** Opening Given data block **
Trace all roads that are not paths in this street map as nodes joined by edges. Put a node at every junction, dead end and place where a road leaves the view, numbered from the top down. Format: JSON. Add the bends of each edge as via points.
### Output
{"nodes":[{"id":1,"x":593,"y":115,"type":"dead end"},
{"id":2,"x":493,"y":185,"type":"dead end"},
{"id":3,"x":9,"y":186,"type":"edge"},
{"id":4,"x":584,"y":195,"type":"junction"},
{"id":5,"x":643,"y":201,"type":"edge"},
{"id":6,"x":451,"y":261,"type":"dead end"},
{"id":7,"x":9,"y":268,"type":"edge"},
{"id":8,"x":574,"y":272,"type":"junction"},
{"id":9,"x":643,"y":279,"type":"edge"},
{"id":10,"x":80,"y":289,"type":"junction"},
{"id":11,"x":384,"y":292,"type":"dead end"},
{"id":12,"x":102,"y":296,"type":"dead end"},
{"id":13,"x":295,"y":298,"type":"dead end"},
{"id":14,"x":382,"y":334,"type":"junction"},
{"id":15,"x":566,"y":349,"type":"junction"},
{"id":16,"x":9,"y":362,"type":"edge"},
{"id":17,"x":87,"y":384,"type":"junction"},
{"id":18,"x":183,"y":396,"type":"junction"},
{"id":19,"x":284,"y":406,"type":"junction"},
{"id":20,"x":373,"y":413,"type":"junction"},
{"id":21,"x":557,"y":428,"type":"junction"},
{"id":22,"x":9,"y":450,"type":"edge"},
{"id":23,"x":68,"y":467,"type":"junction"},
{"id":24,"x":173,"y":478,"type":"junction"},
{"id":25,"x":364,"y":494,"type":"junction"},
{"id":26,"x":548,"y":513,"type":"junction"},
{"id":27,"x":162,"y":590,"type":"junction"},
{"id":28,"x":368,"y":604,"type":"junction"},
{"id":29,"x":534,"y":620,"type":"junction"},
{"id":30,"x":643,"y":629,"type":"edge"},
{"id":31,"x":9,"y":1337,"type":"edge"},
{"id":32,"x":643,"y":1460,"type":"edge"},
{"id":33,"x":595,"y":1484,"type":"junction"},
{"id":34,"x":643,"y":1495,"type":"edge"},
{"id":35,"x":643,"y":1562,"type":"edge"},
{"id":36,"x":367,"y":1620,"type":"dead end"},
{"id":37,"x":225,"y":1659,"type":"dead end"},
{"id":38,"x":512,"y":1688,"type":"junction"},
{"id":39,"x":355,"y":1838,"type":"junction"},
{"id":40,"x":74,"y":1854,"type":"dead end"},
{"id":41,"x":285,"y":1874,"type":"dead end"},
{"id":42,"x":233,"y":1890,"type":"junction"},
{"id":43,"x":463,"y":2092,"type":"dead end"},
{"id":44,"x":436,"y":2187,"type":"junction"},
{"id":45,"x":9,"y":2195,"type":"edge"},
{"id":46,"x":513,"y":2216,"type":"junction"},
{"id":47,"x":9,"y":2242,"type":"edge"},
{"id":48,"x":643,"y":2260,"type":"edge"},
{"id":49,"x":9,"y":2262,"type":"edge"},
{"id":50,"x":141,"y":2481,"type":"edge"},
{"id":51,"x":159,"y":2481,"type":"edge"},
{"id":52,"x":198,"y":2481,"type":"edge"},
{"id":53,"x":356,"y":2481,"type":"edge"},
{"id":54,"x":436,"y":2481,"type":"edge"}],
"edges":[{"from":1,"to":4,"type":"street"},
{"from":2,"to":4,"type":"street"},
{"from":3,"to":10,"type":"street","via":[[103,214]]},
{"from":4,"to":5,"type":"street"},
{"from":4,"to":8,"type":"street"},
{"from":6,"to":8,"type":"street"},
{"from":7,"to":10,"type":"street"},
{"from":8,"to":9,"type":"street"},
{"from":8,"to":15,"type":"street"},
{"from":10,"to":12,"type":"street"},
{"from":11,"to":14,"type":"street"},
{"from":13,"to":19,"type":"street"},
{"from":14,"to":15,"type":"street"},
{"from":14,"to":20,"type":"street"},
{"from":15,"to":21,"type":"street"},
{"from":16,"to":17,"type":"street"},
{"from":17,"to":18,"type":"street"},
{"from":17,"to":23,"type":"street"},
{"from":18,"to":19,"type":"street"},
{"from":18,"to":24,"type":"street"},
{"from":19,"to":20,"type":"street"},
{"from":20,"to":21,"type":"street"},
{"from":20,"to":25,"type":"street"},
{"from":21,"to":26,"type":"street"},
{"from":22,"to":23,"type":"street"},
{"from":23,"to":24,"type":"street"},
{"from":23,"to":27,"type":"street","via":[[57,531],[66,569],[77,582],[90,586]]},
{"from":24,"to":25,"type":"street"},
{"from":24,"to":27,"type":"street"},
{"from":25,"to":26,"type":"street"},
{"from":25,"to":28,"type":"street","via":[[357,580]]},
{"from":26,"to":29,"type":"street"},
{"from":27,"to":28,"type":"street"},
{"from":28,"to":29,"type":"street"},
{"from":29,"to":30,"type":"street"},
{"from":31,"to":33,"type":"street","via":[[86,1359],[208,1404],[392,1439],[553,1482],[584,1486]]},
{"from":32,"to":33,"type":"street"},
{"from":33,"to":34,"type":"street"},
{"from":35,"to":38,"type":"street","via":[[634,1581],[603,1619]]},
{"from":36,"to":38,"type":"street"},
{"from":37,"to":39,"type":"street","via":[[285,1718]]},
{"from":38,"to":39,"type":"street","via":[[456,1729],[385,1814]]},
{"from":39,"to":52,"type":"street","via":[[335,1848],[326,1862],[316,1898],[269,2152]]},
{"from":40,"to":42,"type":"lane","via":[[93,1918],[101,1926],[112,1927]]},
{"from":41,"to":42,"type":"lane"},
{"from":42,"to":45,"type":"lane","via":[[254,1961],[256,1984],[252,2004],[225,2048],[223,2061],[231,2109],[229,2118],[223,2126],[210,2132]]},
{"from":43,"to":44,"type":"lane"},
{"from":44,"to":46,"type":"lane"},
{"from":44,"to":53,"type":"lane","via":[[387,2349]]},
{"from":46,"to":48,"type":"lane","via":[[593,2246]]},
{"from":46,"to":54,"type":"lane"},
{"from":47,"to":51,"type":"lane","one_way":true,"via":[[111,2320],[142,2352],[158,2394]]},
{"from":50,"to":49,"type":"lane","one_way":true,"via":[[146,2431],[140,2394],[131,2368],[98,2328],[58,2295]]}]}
** Closing Given data block **
**The problem**
Filter this listing and copy only the lines holding the word "edges".

**Result of the exercise**
Trace all roads that are not paths in this street map as nodes joined by edges. Put a node at every junction, dead end and place where a road leaves the view, numbered from the top down. Format: JSON. Add the bends of each edge as via points.
"edges":[{"from":1,"to":4,"type":"street"},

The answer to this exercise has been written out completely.